ASSIGNMENT:
Repeat the records. Each line must match exactly.

Stored records:
________
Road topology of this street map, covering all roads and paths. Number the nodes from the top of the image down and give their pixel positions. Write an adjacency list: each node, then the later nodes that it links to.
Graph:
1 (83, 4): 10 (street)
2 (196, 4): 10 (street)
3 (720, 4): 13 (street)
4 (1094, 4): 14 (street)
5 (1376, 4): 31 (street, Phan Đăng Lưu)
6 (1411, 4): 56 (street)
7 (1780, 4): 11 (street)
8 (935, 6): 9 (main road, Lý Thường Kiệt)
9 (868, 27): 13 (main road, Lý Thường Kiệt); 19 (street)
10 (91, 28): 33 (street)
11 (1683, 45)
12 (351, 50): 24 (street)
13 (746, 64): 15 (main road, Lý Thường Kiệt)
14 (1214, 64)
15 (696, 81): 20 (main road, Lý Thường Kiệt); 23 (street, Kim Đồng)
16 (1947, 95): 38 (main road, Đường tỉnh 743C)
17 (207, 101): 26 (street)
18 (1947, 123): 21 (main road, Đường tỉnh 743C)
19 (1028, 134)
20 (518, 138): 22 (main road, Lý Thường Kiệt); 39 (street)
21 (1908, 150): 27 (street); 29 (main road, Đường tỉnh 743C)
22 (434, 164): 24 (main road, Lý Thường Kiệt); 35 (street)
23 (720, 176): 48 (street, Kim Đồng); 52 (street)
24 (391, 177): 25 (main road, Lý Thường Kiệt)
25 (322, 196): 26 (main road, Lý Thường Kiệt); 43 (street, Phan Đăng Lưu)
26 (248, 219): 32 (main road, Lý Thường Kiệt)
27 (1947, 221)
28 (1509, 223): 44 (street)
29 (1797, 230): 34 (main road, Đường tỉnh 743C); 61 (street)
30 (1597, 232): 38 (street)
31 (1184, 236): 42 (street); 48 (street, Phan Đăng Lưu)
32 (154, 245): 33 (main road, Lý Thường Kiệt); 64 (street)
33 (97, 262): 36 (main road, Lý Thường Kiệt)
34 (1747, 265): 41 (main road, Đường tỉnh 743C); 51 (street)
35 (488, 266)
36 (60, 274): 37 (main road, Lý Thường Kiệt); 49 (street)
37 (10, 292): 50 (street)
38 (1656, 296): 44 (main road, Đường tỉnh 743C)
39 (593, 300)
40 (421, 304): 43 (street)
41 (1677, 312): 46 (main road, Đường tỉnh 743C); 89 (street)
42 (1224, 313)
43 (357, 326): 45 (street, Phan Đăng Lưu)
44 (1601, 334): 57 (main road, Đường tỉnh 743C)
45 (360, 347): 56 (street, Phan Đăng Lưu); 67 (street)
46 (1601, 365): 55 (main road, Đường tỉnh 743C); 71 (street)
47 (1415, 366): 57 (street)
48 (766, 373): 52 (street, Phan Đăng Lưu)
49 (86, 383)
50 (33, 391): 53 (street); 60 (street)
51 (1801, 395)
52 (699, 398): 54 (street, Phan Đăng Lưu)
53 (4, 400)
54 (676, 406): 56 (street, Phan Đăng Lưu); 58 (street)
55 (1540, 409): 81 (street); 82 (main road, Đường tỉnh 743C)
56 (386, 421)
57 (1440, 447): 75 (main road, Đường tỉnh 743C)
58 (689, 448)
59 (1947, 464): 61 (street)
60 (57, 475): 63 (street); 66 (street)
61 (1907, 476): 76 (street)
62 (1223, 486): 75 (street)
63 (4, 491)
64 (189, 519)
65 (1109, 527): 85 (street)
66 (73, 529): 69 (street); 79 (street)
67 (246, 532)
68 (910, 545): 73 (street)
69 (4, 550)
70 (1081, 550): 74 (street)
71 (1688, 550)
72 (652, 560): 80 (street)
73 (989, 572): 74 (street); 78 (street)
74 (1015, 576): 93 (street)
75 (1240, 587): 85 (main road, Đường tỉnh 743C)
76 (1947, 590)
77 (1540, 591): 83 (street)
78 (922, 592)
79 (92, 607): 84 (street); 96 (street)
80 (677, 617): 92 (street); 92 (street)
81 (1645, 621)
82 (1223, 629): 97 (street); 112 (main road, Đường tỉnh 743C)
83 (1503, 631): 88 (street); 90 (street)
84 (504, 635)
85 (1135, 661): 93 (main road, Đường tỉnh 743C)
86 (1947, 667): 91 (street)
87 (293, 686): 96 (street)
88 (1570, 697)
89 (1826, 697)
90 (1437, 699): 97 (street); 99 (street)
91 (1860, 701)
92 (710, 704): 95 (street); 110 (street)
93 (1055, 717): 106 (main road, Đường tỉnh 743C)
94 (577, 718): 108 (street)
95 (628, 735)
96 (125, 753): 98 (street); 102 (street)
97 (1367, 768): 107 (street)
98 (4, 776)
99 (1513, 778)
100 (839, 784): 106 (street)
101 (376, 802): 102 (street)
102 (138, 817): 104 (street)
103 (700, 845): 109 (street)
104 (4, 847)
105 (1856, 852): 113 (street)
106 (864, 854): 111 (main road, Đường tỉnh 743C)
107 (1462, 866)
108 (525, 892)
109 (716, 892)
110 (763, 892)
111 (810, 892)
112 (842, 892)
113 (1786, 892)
________
TASK SOLUTION:
Road topology of this street map, covering all roads and paths. Number the nodes from the top of the image down and give their pixel positions. Write an adjacency list: each node, then the later nodes that it links to.
Graph:
1 (83, 4): 10 (street)
2 (196, 4): 10 (street)
3 (720, 4): 13 (street)
4 (1094, 4): 14 (street)
5 (1376, 4): 31 (street, Phan Đăng Lưu)
6 (1411, 4): 56 (street)
7 (1780, 4): 11 (street)
8 (935, 6): 9 (main road, Lý Thường Kiệt)
9 (868, 27): 13 (main road, Lý Thường Kiệt); 19 (street)
10 (91, 28): 33 (street)
11 (1683, 45)
12 (351, 50): 24 (street)
13 (746, 64): 15 (main road, Lý Thường Kiệt)
14 (1214, 64)
15 (696, 81): 20 (main road, Lý Thường Kiệt); 23 (street, Kim Đồng)
16 (1947, 95): 38 (main road, Đường tỉnh 743C)
17 (207, 101): 26 (street)
18 (1947, 123): 21 (main road, Đường tỉnh 743C)
19 (1028, 134)
20 (518, 138): 22 (main road, Lý Thường Kiệt); 39 (street)
21 (1908, 150): 27 (street); 29 (main road, Đường tỉnh 743C)
22 (434, 164): 24 (main road, Lý Thường Kiệt); 35 (street)
23 (720, 176): 48 (street, Kim Đồng); 52 (street)
24 (391, 177): 25 (main road, Lý Thường Kiệt)
25 (322, 196): 26 (main road, Lý Thường Kiệt); 43 (street, Phan Đăng Lưu)
26 (248, 219): 32 (main road, Lý Thường Kiệt)
27 (1947, 221)
28 (1509, 223): 44 (street)
29 (1797, 230): 34 (main road, Đường tỉnh 743C); 61 (street)
30 (1597, 232): 38 (street)
31 (1184, 236): 42 (street); 48 (street, Phan Đăng Lưu)
32 (154, 245): 33 (main road, Lý Thường Kiệt); 64 (street)
33 (97, 262): 36 (main road, Lý Thường Kiệt)
34 (1747, 265): 41 (main road, Đường tỉnh 743C); 51 (street)
35 (488, 266)
36 (60, 274): 37 (main road, Lý Thường Kiệt); 49 (street)
37 (10, 292): 50 (street)
38 (1656, 296): 44 (main road, Đường tỉnh 743C)
39 (593, 300)
40 (421, 304): 43 (street)
41 (1677, 312): 46 (main road, Đường tỉnh 743C); 89 (street)
42 (1224, 313)
43 (357, 326): 45 (street, Phan Đăng Lưu)
44 (1601, 334): 57 (main road, Đường tỉnh 743C)
45 (360, 347): 56 (street, Phan Đăng Lưu); 67 (street)
46 (1601, 365): 55 (main road, Đường tỉnh 743C); 71 (street)
47 (1415, 366): 57 (street)
48 (766, 373): 52 (street, Phan Đăng Lưu)
49 (86, 383)
50 (33, 391): 53 (street); 60 (street)
51 (1801, 395)
52 (699, 398): 54 (street, Phan Đăng Lưu)
53 (4, 400)
54 (676, 406): 56 (street, Phan Đăng Lưu); 58 (street)
55 (1540, 409): 81 (street); 82 (main road, Đường tỉnh 743C)
56 (386, 421)
57 (1440, 447): 75 (main road, Đường tỉnh 743C)
58 (689, 448)
59 (1947, 464): 61 (street)
60 (57, 475): 63 (street); 66 (street)
61 (1907, 476): 76 (street)
62 (1223, 486): 75 (street)
63 (4, 491)
64 (189, 519)
65 (1109, 527): 85 (street)
66 (73, 529): 69 (street); 79 (street)
67 (246, 532)
68 (910, 545): 73 (street)
69 (4, 550)
70 (1081, 550): 74 (street)
71 (1688, 550)
72 (652, 560): 80 (street)
73 (989, 572): 74 (street); 78 (street)
74 (1015, 576): 93 (street)
75 (1240, 587): 85 (main road, Đường tỉnh 743C)
76 (1947, 590)
77 (1540, 591): 83 (street)
78 (922, 592)
79 (92, 607): 84 (street); 96 (street)
80 (677, 617): 92 (street); 92 (street)
81 (1645, 621)
82 (1223, 629): 97 (street); 112 (main road, Đường tỉnh 743C)
83 (1503, 631): 88 (street); 90 (street)
84 (504, 635)
85 (1135, 661): 93 (main road, Đường tỉnh 743C)
86 (1947, 667): 91 (street)
87 (293, 686): 96 (street)
88 (1570, 697)
89 (1826, 697)
90 (1437, 699): 97 (street); 99 (street)
91 (1860, 701)
92 (710, 704): 95 (street); 110 (street)
93 (1055, 717): 106 (main road, Đường tỉnh 743C)
94 (577, 718): 108 (street)
95 (628, 735)
96 (125, 753): 98 (street); 102 (street)
97 (1367, 768): 107 (street)
98 (4, 776)
99 (1513, 778)
100 (839, 784): 106 (street)
101 (376, 802): 102 (street)
102 (138, 817): 104 (street)
103 (700, 845): 109 (street)
104 (4, 847)
105 (1856, 852): 113 (street)
106 (864, 854): 111 (main road, Đường tỉnh 743C)
107 (1462, 866)
108 (525, 892)
109 (716, 892)
110 (763, 892)
111 (810, 892)
112 (842, 892)
113 (1786, 892)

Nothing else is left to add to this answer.